**SOURCE MATERIAL**
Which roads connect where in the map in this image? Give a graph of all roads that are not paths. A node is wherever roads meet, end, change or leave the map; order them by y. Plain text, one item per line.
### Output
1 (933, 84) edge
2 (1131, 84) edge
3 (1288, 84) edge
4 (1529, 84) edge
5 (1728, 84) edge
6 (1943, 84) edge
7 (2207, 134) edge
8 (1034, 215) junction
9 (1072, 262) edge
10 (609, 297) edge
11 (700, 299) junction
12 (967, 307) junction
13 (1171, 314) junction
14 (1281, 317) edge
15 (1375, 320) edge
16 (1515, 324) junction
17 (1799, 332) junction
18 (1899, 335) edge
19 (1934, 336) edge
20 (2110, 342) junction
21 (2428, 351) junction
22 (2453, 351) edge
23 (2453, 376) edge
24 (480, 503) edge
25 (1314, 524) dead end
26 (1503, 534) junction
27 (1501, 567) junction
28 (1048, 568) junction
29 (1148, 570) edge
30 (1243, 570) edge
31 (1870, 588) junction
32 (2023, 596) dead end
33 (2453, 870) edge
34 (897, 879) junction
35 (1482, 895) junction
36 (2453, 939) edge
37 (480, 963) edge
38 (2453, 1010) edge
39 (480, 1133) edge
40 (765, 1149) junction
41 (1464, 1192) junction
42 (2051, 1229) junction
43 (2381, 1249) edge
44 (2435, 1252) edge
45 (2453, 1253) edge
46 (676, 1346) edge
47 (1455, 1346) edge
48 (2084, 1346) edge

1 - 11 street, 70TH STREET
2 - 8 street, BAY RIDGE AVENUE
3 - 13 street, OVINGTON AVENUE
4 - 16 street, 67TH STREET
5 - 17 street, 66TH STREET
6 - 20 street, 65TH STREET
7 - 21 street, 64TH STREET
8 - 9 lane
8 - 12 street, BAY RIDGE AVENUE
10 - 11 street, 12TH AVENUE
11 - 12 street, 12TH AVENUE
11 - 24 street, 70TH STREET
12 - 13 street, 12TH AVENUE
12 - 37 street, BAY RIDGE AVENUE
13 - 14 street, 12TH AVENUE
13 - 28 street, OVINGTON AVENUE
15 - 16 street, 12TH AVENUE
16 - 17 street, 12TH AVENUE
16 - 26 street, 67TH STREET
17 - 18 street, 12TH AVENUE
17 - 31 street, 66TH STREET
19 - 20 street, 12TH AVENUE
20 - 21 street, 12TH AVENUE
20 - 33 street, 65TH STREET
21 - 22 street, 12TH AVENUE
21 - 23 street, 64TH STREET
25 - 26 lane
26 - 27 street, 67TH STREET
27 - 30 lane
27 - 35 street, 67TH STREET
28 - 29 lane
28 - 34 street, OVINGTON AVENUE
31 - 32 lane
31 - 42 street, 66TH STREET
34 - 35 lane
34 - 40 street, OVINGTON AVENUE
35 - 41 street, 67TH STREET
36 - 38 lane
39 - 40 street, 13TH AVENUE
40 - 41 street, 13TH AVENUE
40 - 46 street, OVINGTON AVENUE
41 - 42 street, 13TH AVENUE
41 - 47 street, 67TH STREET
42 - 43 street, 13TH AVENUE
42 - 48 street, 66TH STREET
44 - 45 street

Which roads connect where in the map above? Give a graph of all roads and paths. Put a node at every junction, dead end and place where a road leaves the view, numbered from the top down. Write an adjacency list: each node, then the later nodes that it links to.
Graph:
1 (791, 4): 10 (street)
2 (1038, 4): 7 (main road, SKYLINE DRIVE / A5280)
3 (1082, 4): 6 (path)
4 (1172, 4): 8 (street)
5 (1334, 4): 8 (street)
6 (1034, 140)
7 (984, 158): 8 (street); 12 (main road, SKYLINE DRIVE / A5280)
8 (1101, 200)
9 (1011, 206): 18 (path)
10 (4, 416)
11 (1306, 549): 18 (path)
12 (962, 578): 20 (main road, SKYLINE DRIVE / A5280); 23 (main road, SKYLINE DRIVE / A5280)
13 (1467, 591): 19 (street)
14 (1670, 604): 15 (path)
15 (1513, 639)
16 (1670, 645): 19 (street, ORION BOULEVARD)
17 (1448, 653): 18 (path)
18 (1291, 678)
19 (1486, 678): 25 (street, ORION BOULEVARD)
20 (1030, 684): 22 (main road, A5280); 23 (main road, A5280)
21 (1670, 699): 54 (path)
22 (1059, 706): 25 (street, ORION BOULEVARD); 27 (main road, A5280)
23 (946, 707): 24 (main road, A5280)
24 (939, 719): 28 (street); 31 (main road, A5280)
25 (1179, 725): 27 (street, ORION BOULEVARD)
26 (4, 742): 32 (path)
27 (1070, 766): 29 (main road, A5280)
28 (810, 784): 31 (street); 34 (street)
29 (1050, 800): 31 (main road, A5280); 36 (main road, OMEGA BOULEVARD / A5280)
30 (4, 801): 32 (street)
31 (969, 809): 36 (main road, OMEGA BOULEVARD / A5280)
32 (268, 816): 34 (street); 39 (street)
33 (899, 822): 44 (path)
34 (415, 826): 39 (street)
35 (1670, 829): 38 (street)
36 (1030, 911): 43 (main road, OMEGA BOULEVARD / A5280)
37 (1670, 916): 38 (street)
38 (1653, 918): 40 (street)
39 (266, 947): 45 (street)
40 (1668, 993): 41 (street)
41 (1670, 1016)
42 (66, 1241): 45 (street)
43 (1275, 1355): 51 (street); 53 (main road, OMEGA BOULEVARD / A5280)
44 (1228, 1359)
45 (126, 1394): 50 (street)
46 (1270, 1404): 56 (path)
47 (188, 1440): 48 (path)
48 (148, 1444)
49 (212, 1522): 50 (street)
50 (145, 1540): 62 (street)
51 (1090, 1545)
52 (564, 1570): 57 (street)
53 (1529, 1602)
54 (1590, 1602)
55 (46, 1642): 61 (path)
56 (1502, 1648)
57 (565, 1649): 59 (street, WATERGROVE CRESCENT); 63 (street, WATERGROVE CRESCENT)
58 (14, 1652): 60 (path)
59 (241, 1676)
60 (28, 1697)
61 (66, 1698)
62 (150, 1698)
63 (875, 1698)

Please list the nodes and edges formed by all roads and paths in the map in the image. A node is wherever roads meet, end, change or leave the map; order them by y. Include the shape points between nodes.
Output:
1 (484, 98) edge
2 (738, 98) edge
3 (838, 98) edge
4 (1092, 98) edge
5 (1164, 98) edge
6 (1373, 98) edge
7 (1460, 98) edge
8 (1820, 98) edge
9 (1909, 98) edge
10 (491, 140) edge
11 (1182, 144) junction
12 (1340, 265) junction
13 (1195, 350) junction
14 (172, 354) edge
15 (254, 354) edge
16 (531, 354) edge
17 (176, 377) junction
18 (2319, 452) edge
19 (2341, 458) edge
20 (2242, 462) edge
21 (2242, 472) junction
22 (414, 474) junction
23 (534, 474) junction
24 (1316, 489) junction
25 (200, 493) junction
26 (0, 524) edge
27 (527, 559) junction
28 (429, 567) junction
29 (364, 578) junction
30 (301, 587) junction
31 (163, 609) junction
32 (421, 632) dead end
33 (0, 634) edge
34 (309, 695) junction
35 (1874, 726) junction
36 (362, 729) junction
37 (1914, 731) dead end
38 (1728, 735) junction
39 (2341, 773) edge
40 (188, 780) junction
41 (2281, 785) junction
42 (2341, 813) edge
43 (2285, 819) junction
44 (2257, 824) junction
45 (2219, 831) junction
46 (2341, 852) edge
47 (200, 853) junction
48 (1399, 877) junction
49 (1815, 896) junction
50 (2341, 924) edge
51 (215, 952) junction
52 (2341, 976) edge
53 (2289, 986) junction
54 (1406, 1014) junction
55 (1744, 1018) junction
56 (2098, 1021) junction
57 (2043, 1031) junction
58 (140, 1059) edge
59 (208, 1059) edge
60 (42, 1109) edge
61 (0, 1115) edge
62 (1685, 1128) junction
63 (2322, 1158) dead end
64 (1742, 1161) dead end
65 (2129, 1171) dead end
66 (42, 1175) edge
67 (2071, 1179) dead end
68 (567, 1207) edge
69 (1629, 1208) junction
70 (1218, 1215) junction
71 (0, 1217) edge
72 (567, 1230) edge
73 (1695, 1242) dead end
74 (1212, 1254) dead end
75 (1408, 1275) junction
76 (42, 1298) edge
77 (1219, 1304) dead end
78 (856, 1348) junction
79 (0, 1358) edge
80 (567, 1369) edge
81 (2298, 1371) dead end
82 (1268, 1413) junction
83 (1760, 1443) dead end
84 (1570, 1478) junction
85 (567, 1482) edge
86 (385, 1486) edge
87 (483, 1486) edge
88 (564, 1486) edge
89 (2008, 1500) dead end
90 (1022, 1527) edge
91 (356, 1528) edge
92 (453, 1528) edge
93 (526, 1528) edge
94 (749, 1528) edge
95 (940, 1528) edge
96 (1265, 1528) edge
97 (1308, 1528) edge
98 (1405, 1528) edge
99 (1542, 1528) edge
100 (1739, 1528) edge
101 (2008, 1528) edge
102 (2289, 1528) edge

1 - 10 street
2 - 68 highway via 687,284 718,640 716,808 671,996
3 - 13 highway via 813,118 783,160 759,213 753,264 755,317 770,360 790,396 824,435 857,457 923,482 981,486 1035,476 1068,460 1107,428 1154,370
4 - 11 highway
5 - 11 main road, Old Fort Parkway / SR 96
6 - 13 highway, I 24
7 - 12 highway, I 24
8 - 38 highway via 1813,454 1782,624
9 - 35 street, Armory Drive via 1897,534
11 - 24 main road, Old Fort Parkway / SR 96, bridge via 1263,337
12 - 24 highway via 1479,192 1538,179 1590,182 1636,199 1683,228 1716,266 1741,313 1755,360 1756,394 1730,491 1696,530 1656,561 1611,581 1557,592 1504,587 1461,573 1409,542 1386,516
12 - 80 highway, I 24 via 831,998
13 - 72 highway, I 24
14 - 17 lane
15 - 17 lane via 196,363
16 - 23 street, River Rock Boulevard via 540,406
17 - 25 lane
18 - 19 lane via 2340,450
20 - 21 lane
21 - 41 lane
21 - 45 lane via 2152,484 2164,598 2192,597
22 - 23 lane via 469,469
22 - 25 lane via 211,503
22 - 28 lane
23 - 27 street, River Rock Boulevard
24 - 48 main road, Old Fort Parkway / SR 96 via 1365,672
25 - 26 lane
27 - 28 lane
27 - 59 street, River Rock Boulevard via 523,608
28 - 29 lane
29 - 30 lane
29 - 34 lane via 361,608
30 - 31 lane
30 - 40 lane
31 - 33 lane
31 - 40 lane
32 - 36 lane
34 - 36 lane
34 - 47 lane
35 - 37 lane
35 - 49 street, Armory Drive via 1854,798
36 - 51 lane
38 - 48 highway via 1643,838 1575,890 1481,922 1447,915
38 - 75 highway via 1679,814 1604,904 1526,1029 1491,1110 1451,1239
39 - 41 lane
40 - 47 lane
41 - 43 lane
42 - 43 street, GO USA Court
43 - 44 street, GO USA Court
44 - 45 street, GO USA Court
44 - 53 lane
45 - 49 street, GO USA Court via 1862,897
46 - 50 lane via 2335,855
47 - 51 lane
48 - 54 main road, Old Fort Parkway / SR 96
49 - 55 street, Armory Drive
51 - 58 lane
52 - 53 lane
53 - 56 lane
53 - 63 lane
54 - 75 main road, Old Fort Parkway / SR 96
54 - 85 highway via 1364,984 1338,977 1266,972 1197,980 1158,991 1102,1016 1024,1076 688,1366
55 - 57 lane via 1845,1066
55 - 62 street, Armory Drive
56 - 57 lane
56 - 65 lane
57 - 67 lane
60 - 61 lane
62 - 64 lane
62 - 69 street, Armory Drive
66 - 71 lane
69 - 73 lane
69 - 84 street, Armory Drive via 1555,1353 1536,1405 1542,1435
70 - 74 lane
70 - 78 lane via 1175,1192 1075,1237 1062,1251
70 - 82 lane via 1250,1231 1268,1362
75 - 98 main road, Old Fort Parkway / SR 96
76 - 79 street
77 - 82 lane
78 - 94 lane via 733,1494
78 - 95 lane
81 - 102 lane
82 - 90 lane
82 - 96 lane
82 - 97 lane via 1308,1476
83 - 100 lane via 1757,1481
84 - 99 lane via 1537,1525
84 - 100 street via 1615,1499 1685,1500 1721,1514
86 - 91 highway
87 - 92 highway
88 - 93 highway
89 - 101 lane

**ASSIGNMENT**
Find the lines above that contain the word "River" and copy each one.

**ANSWER BELOW**
16 - 23 street, River Rock Boulevard via 540,406
23 - 27 street, River Rock Boulevard
27 - 59 street, River Rock Boulevard via 523,608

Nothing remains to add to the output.